Saved data entries:
* * * *

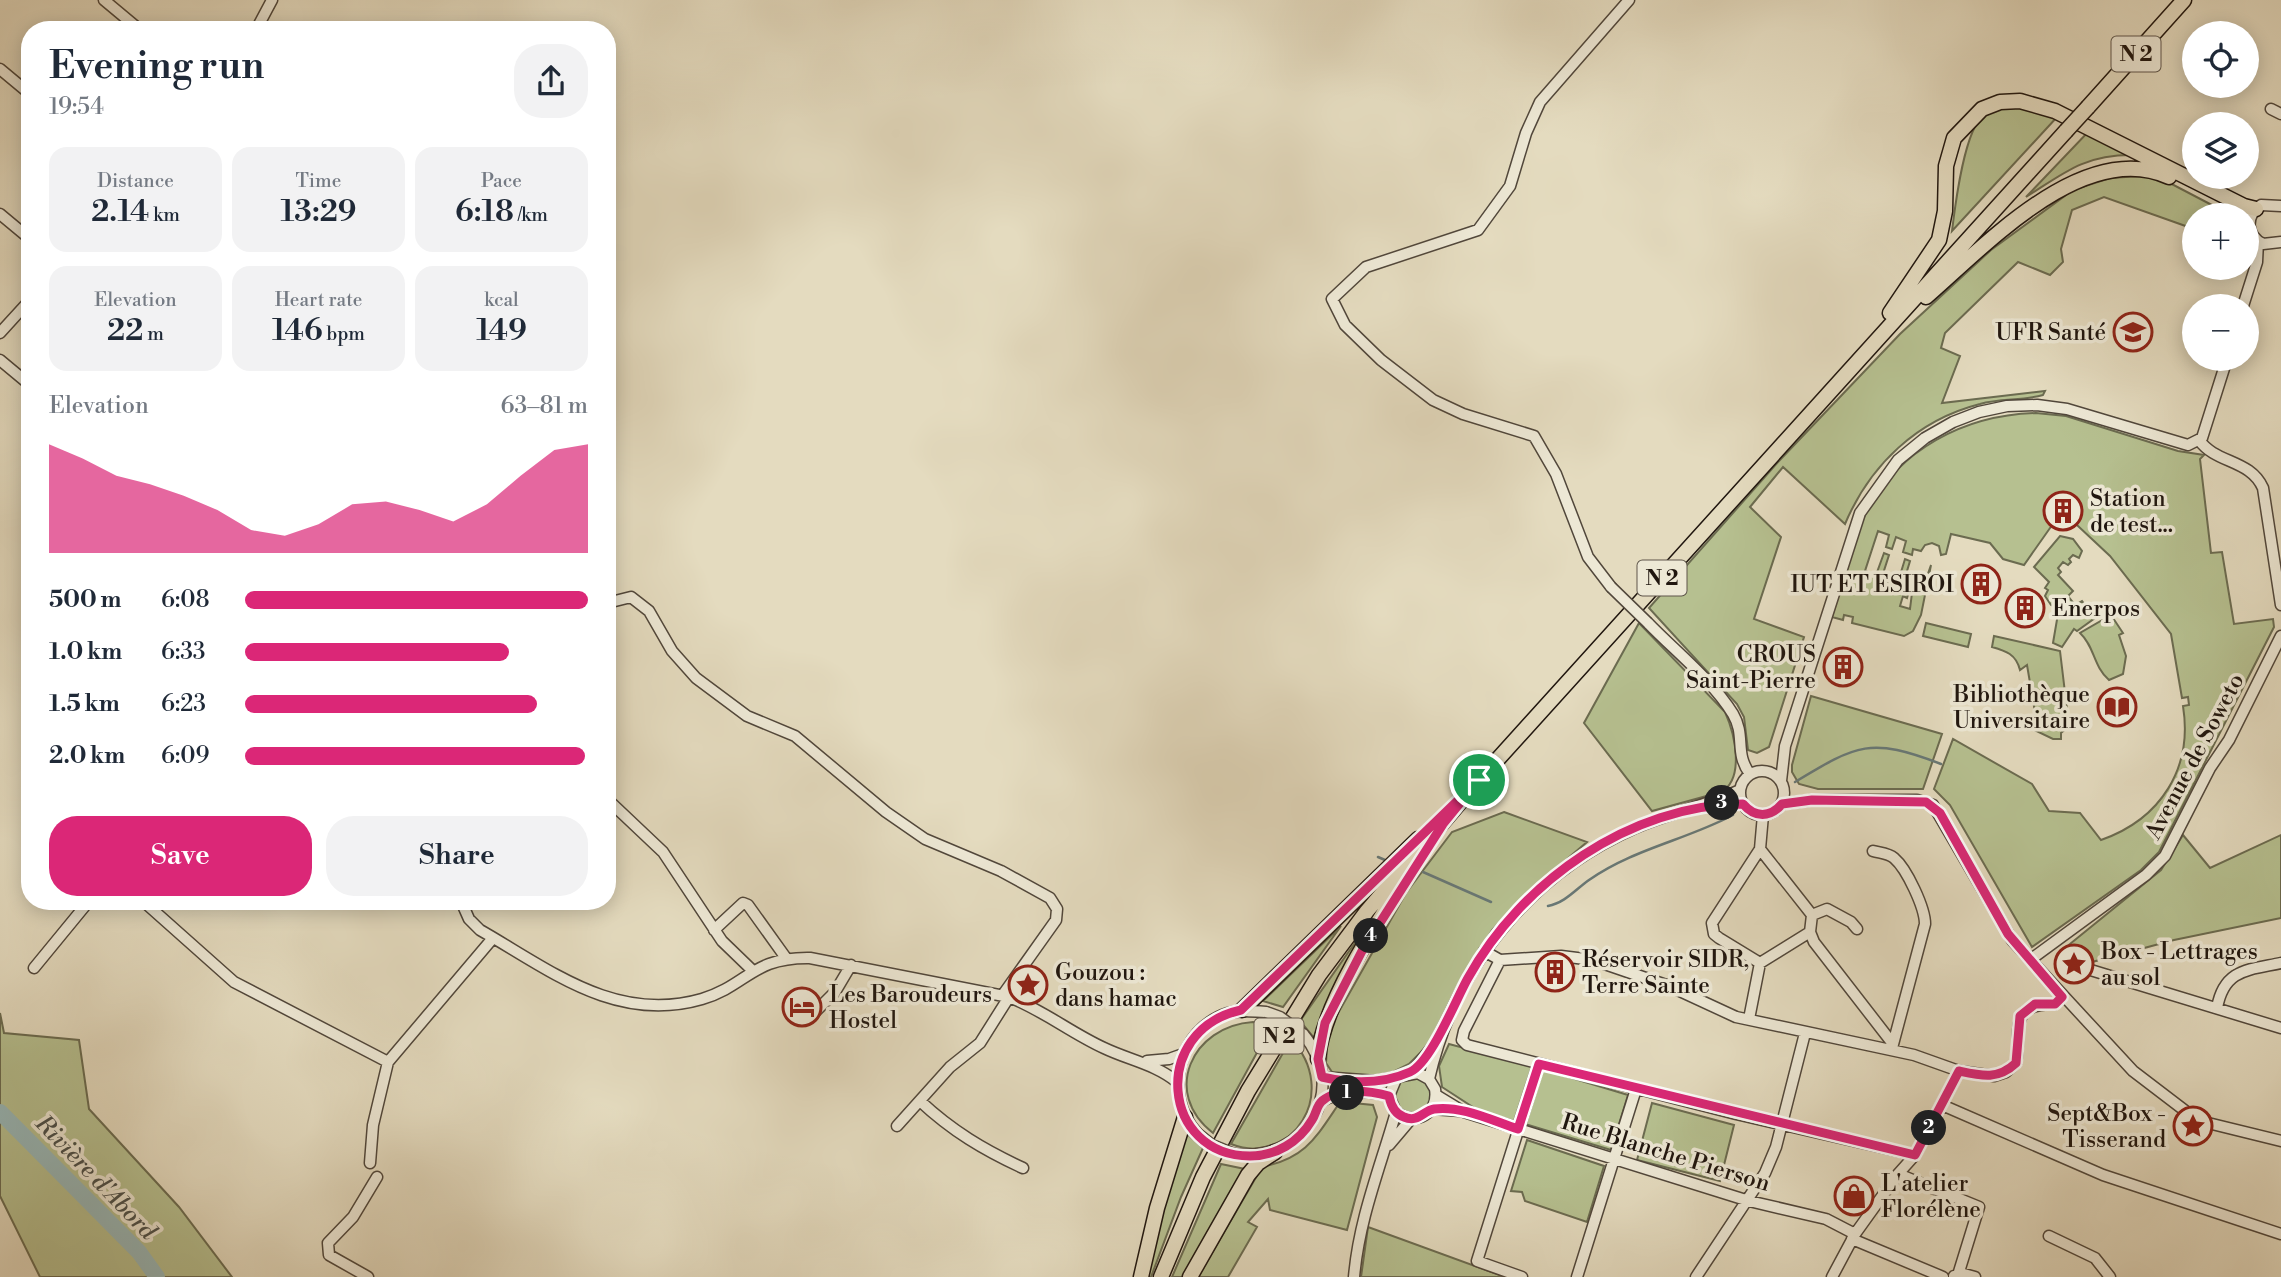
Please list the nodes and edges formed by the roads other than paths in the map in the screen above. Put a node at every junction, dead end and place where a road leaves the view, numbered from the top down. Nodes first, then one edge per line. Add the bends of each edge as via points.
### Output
1 (104, 0) edge
2 (272, 0) edge
3 (1629, 0) edge
4 (2184, 0) edge
5 (129, 21) edge
6 (261, 21) edge
7 (0, 69) edge
8 (21, 86) edge
9 (2279, 202) edge
10 (2222, 203) edge
11 (2238, 203) edge
12 (2259, 211) edge
13 (0, 214) edge
14 (21, 232) edge
15 (2275, 243) edge
16 (2259, 259) edge
17 (21, 310) edge
18 (0, 334) edge
19 (0, 360) edge
20 (2223, 371) edge
21 (1844, 376) junction
22 (21, 378) edge
23 (2199, 440) junction
24 (616, 601) edge
25 (2281, 605) edge
26 (2281, 636) edge
27 (1785, 746) junction
28 (1765, 771) junction
29 (1750, 774) junction
30 (1479, 780) junction
31 (1783, 785) junction
32 (1740, 790) junction
33 (1812, 800) junction
34 (1710, 804) junction
35 (1743, 804) junction
36 (1782, 804) junction
37 (616, 808) edge
38 (1763, 815) junction
39 (1443, 824) junction
40 (1760, 849) junction
41 (1873, 851) dead end
42 (82, 910) edge
43 (153, 910) edge
44 (465, 910) edge
45 (1812, 915) junction
46 (1857, 929) dead end
47 (714, 930) junction
48 (1810, 932) junction
49 (493, 937) junction
50 (1484, 951) junction
51 (786, 958) junction
52 (1500, 960) junction
53 (2030, 960) junction
54 (1760, 963) junction
55 (2281, 963) edge
56 (851, 965) junction
57 (34, 968) dead end
58 (2084, 968) dead end
59 (752, 970) junction
60 (1006, 996) junction
61 (2062, 997) junction
62 (2217, 1008) junction
63 (1241, 1010) junction
64 (809, 1018) dead end
65 (1749, 1019) junction
66 (2281, 1028) edge
67 (1805, 1033) junction
68 (1438, 1039) junction
69 (1892, 1047) junction
70 (1183, 1054) junction
71 (1318, 1059) junction
72 (1138, 1061) junction
73 (388, 1062) junction
74 (1539, 1064) junction
75 (1959, 1071) junction
76 (1412, 1072) junction
77 (1322, 1077) junction
78 (1396, 1079) junction
79 (1429, 1079) junction
80 (1177, 1082) junction
81 (1636, 1088) junction
82 (1436, 1095) junction
83 (1389, 1096) junction
84 (920, 1101) junction
85 (1320, 1102) junction
86 (1942, 1105) junction
87 (1432, 1109) junction
88 (1396, 1112) junction
89 (1464, 1112) junction
90 (1185, 1116) junction
91 (1411, 1119) junction
92 (1780, 1123) junction
93 (897, 1126) dead end
94 (1518, 1129) junction
95 (2281, 1141) edge
96 (1385, 1150) junction
97 (1275, 1152) junction
98 (1915, 1155) junction
99 (1615, 1159) junction
100 (370, 1163) dead end
101 (1023, 1168) dead end
102 (1898, 1174) junction
103 (377, 1177) dead end
104 (1749, 1200) junction
105 (2281, 1234) edge
106 (2049, 1236) dead end
107 (1854, 1237) junction
108 (1954, 1276) edge
109 (368, 1277) edge
110 (1141, 1277) edge
111 (1161, 1277) edge
112 (1190, 1277) edge
113 (1354, 1277) edge
114 (1522, 1277) edge
115 (1577, 1277) edge
116 (1696, 1277) edge
117 (1832, 1277) edge
118 (1943, 1277) edge
119 (1975, 1277) edge
120 (2110, 1277) edge

1 - 5 street
2 - 6 street
3 - 29 street, bridge via 1540,102 1510,186 1478,230 1366,267 1332,299 1345,325 1433,400 1534,436 1556,474 1588,557 1611,587 1732,712 1740,734 1739,755
4 - 21 main road, N 2, bridge
7 - 8 street
9 - 12 street
10 - 21 main road, N 2 via 2154,171 2113,169 2081,178 1997,234
11 - 21 main road, N 2 via 2055,111 2020,101 1982,109 1954,138 1946,166 1945,211 1930,258
13 - 14 street
15 - 16 street
17 - 18 street
19 - 22 street
20 - 23 street
21 - 30 main road, N 2
23 - 25 street via 2207,453 2244,467 2259,479
23 - 27 street via 2178,444 2067,408 2037,405 1979,412 1926,438 1898,460 1860,513
24 - 60 street via 631,597 649,611 672,651 696,678 747,716 795,736 925,839 1051,898 1056,920
26 - 53 street, Avenue de Soweto via 2165,856
27 - 28 street
27 - 31 street
28 - 29 street
28 - 31 street
29 - 32 street
30 - 39 main road, N 2
30 - 63 main road
31 - 33 street
31 - 36 street
32 - 34 street
32 - 35 street
33 - 36 street
33 - 53 street via 1917,800 1933,806 2008,934
34 - 35 street
34 - 50 street via 1650,821 1587,853 1523,905
35 - 38 street
36 - 38 street
37 - 47 street via 663,852
38 - 40 street
39 - 71 main road via 1362,951 1325,1023
39 - 111 main road, N 2 via 1367,911 1281,1034 1203,1177
40 - 45 street
40 - 54 street via 1712,929
41 - 69 street via 1898,862 1925,914
42 - 57 street
43 - 73 street via 234,982
44 - 49 street via 469,919
45 - 46 street via 1827,909
45 - 48 street
47 - 51 street via 743,903
47 - 59 street
48 - 54 street
48 - 69 street
49 - 59 street via 571,983 626,1004 702,999
49 - 73 street
50 - 52 street
50 - 68 street
51 - 56 street
51 - 59 street
52 - 65 street via 1561,956 1593,960
52 - 74 street via 1462,1040
53 - 61 street
54 - 65 street
55 - 62 street via 2246,969 2235,976 2220,990
56 - 60 street
56 - 64 street via 835,992
58 - 62 street
60 - 72 street via 1103,1048
60 - 84 street via 980,1043 950,1066
61 - 75 street via 2055,1004 2035,1004 2020,1016 2016,1063 2006,1072 1994,1076
61 - 95 street via 2133,1071 2188,1113 2226,1129
62 - 66 street
63 - 70 street via 1200,1029
63 - 71 street, bridge via 1280,1017 1303,1034
65 - 67 street
67 - 69 street
67 - 92 street
68 - 76 street
68 - 79 street
69 - 75 street
70 - 72 street
70 - 80 street
71 - 77 street
72 - 80 street
73 - 100 street via 373,1125
74 - 81 street
74 - 94 street
75 - 86 street
76 - 78 street
76 - 79 street
77 - 78 street via 1340,1081
77 - 85 street
78 - 83 street
79 - 82 street
80 - 90 street
81 - 92 street
81 - 99 street
82 - 87 street
82 - 89 street, Rue Blanche Pierson
83 - 85 street via 1335,1094
83 - 88 street
84 - 93 street
84 - 101 street via 948,1128
85 - 97 street via 1308,1127
86 - 98 street
86 - 105 street via 2103,1175
87 - 89 street, Rue Blanche Pierson
87 - 91 street
88 - 91 street
88 - 96 street
89 - 94 street, Rue Blanche Pierson
90 - 97 street, bridge via 1212,1145 1234,1154
90 - 110 main road
91 - 96 street
92 - 98 street
92 - 104 street via 1776,1147
94 - 99 street, Rue Blanche Pierson
94 - 114 street via 1477,1261
96 - 113 street via 1361,1223
97 - 112 main road via 1248,1175
98 - 102 street
99 - 104 street, Rue Blanche Pierson
99 - 115 street
102 - 107 street
102 - 108 street via 1979,1207
103 - 109 street via 326,1250
104 - 107 street, Rue Blanche Pierson via 1826,1219
104 - 116 street
106 - 120 street via 2095,1258
107 - 117 street
107 - 118 street, Rue Blanche Pierson
108 - 119 street

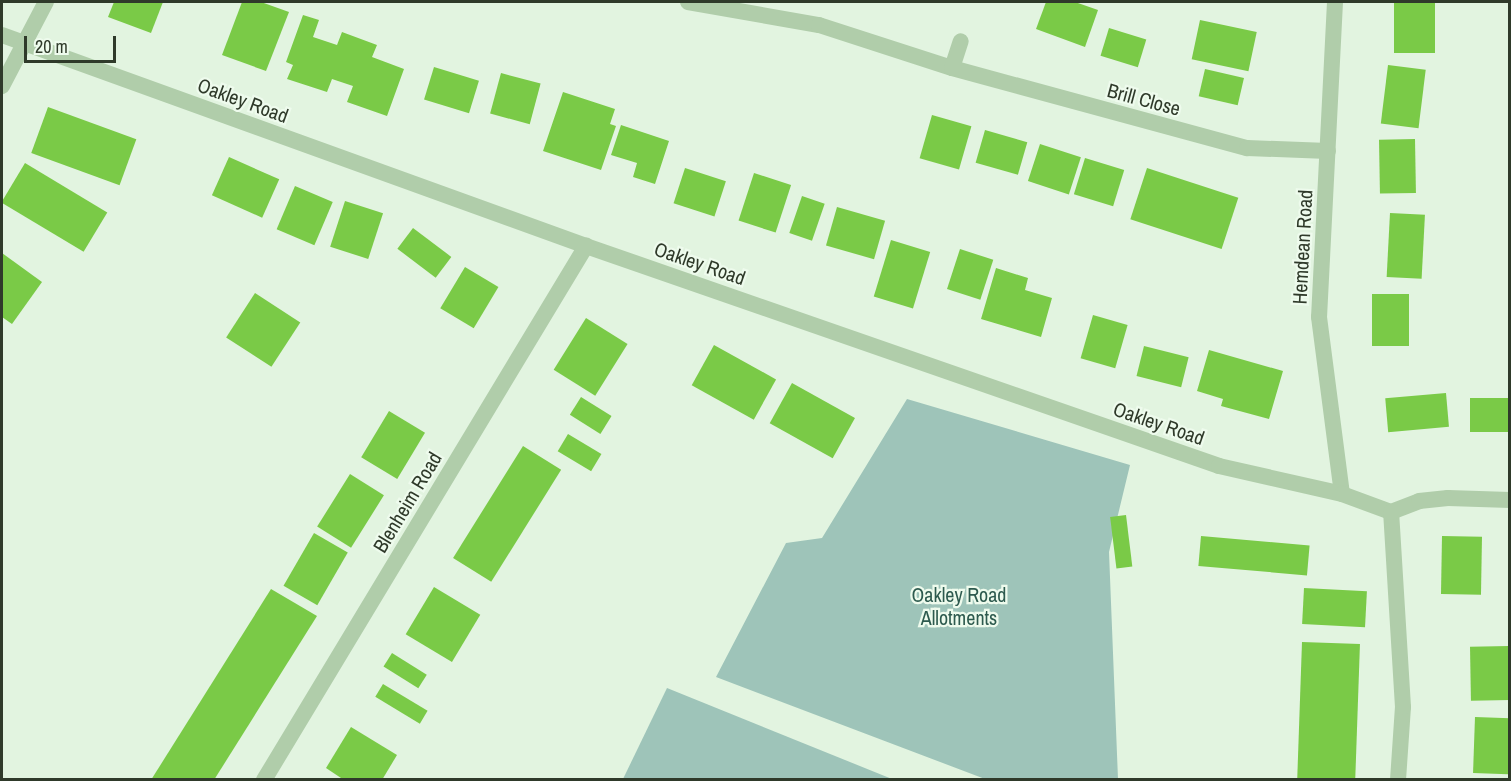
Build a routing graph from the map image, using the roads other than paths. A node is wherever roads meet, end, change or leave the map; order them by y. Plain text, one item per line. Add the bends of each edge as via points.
1 (45, 2) edge
2 (688, 2) edge
3 (1335, 2) edge
4 (2, 35) edge
5 (961, 41) dead end
6 (26, 43) junction
7 (952, 69) junction
8 (2, 87) edge
9 (1328, 151) junction
10 (586, 246) junction
11 (1342, 494) junction
12 (1509, 500) edge
13 (1391, 512) junction
14 (264, 780) edge
15 (1398, 780) edge

1 - 6 street
2 - 7 street, Brill Close via 819,25
3 - 9 street, Hemdean Road
4 - 6 street, Oakley Road
5 - 7 street
6 - 8 street
6 - 10 street, Oakley Road
7 - 9 street, Brill Close via 1247,148
9 - 11 street, Hemdean Road via 1319,317
10 - 11 street, Oakley Road via 1219,466
10 - 14 street, Blenheim Road
11 - 13 street, Oakley Road
12 - 13 street via 1448,498 1419,501
13 - 15 street via 1403,707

* * * *

If a line in the records above contains the word "Pierson", copy it.

FINAL ANSWER:
82 - 89 street, Rue Blanche Pierson
87 - 89 street, Rue Blanche Pierson
89 - 94 street, Rue Blanche Pierson
94 - 99 street, Rue Blanche Pierson
99 - 104 street, Rue Blanche Pierson
104 - 107 street, Rue Blanche Pierson via 1826,1219
107 - 118 street, Rue Blanche Pierson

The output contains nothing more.